The Royal School of Cavalry in Ronda inaugurates an international conference about Ancient Roman oligarchies in the West

The key factors for becoming part of an “elite” will be the focus of debate between the 7th and 10th October in Ronda.

• Organized by the ORDO Research Group, in collaboration with the Centre for Historical Studies of the Royal Cavalry Society of Ronda (Real Maestranza de Caballería de Ronda – RMR), the theme of the conference is “The Renovation of the Elites in Ancient Rome”.

• The main objective of this international congress is to advance understanding about the integration of new members in Roman elites and the spatial broadening of their recruitment, shown to be the most suitable way of reinforcing links between the urban communities of the provinces and Rome.
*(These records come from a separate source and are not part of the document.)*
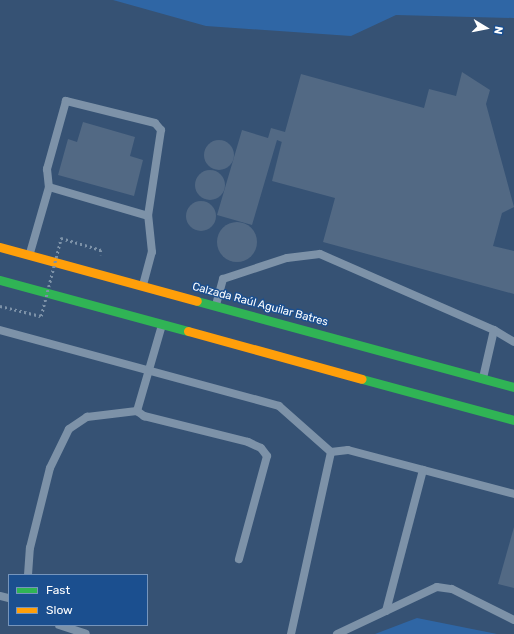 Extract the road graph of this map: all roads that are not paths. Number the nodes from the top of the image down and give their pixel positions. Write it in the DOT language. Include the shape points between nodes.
graph roads {
  1 [pos="49,187"];
  2 [pos="148,216"];
  3 [pos="0,246"];
  4 [pos="30,255"];
  5 [pos="0,280"];
  6 [pos="143,286"];
  7 [pos="216,306"];
  8 [pos="163,322"];
  9 [pos="0,330"];
  10 [pos="494,330"];
  11 [pos="514,342"];
  12 [pos="147,370"];
  13 [pos="483,378"];
  14 [pos="514,387"];
  15 [pos="137,411"];
  16 [pos="514,420"];
  17 [pos="331,452"];
  18 [pos="423,470"];
  19 [pos="514,494"];
  20 [pos="239,559"];
  21 [pos="28,574"];
  22 [pos="386,610"];
  23 [pos="514,620"];
  24 [pos="62,626"];
  25 [pos="86,634"];
  26 [pos="291,634"];
  27 [pos="337,634"];
  1 -- 2 [label="lane"];
  1 -- 2 [label="lane" via="47,169 66,101 155,123 161,130 160,148"];
  1 -- 4 [label="lane"];
  2 -- 6 [label="lane" via="152,252"];
  3 -- 4 [label="highway, Calzada Raúl Aguilar Batres"];
  4 -- 6 [label="highway, Calzada Raúl Aguilar Batres"];
  5 -- 8 [label="highway"];
  6 -- 7 [label="highway, Calzada Raúl Aguilar Batres"];
  7 -- 10 [label="lane" via="223,279 287,258 320,254"];
  7 -- 13 [label="highway, Calzada Raúl Aguilar Batres"];
  8 -- 12 [label="lane"];
  8 -- 16 [label="highway"];
  9 -- 12 [label="lane"];
  10 -- 11 [label="lane"];
  10 -- 13 [label="lane"];
  12 -- 15 [label="lane"];
  12 -- 17 [label="lane" via="280,406"];
  13 -- 14 [label="highway, Calzada Raúl Aguilar Batres"];
  15 -- 20 [label="lane" via="144,416 261,448 267,465"];
  15 -- 21 [label="lane" via="87,417 66,433 50,468 30,548"];
  17 -- 18 [label="lane" via="348,450"];
  17 -- 26 [label="lane"];
  18 -- 19 [label="lane"];
  18 -- 22 [label="lane"];
  22 -- 23 [label="lane" via="442,587"];
  22 -- 27 [label="lane"];
  24 -- 25 [label="lane"];
}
• Sponsored by the University of Seville, University of Malaga, the Regional Innovation Ministry within the Junta de Andalucía and the Spanish Ministry of Science and Innovation, amongst others, guest speakers at the congress include several internationally acclaimed historians.

Ronda, Monday 27th September 2010: The RMR will host the 1st International ORDO (“Roman Oligarchies of the West”) Congress between the 7th and 10th October in its Salón de Grado. Organized in collaboration with the Centre for Historical Studies at the RMR, this conference will debate topics relating to this years theme: “The Renovation of the Elites in Ancient Rome”.

The 1st International ORDO Congress has one clearly defined objective: to advance understanding of the process of renovation of Roman governing classes. The importance of this process lies in that fact that by incorporating the most conspicuous members of the provincial elites into the imperial aristocracy Rome achieved the total integration of different territories which came to make up the empire, and in consequence, the complete consolidation of imperial domination. The formation and incorporation of a governing sociopolitical elite which had its origins in the cities of the Empire also proved to be one of the most effective responses, using those promoted as administrators, to the growing demands of the ever more complex imperial administration.

In the worlds of Professor Antonio Caballos, director of the ORDO Research Group: “the intense and close scientific collaboration between the various members of the ORDO Group and the degree of maturity reached in our studies has made the organization of a congress of this stature feasible in order to debate these ideas amongst some of the finest international historians working in the domain of Roman elites”.

Sponsored by the Universities of both Seville and Malaga, the Regional Innovation Ministry within the Junta de Andalucía and the Spanish Ministry of Science and Innovation, amongst others, the International ORDO Congress will take place in Ronda. Speakers at the conference include over thirty high standing historians and investigators from fifteen European universities. Guests will debate the subject from various angles and their conclusions will be presented in a monographic publication in 2011.

“Hosting the congress is a huge responsibility and source of pride, allowing us to understand the origin of Roman elites more fully, their functions, behaviours, ideologies and their social obligations,” explains Ignacio Herrera, director of the RMR. “It is yet another example of the ways in which our Centre for Historical Studies is continuing to achieve its objectives in the task of studying elites throughout history”.

What is the ORDO Group?

The ORDO (“Roman Oligarchies of the West”) Group, is currently made up of investigators from various universities including Alcalá de Henares, Complutense de Madrid, Cordoba, Hamburgo, Bruselas, Navarra, Brescia, Salzburgo and Seville. Their task is the study and research of elites in Ancient Rome. Their contributions have been widely circulated and accepted within the international scientific community, into which they are fully integrated, and for which they have become an established point of reference.

Members of the ORDO Group have tackled, both individually and collectively, a large variety of subjects related to the research of elites in Ancient Rome such as identity, origin, extraction and promotion processes, their composition, social relations and familial strategies, economical basis, the exercise of public functions, and the expressions and relations of power, amongst numerous other issues that constitute current historiographic interest.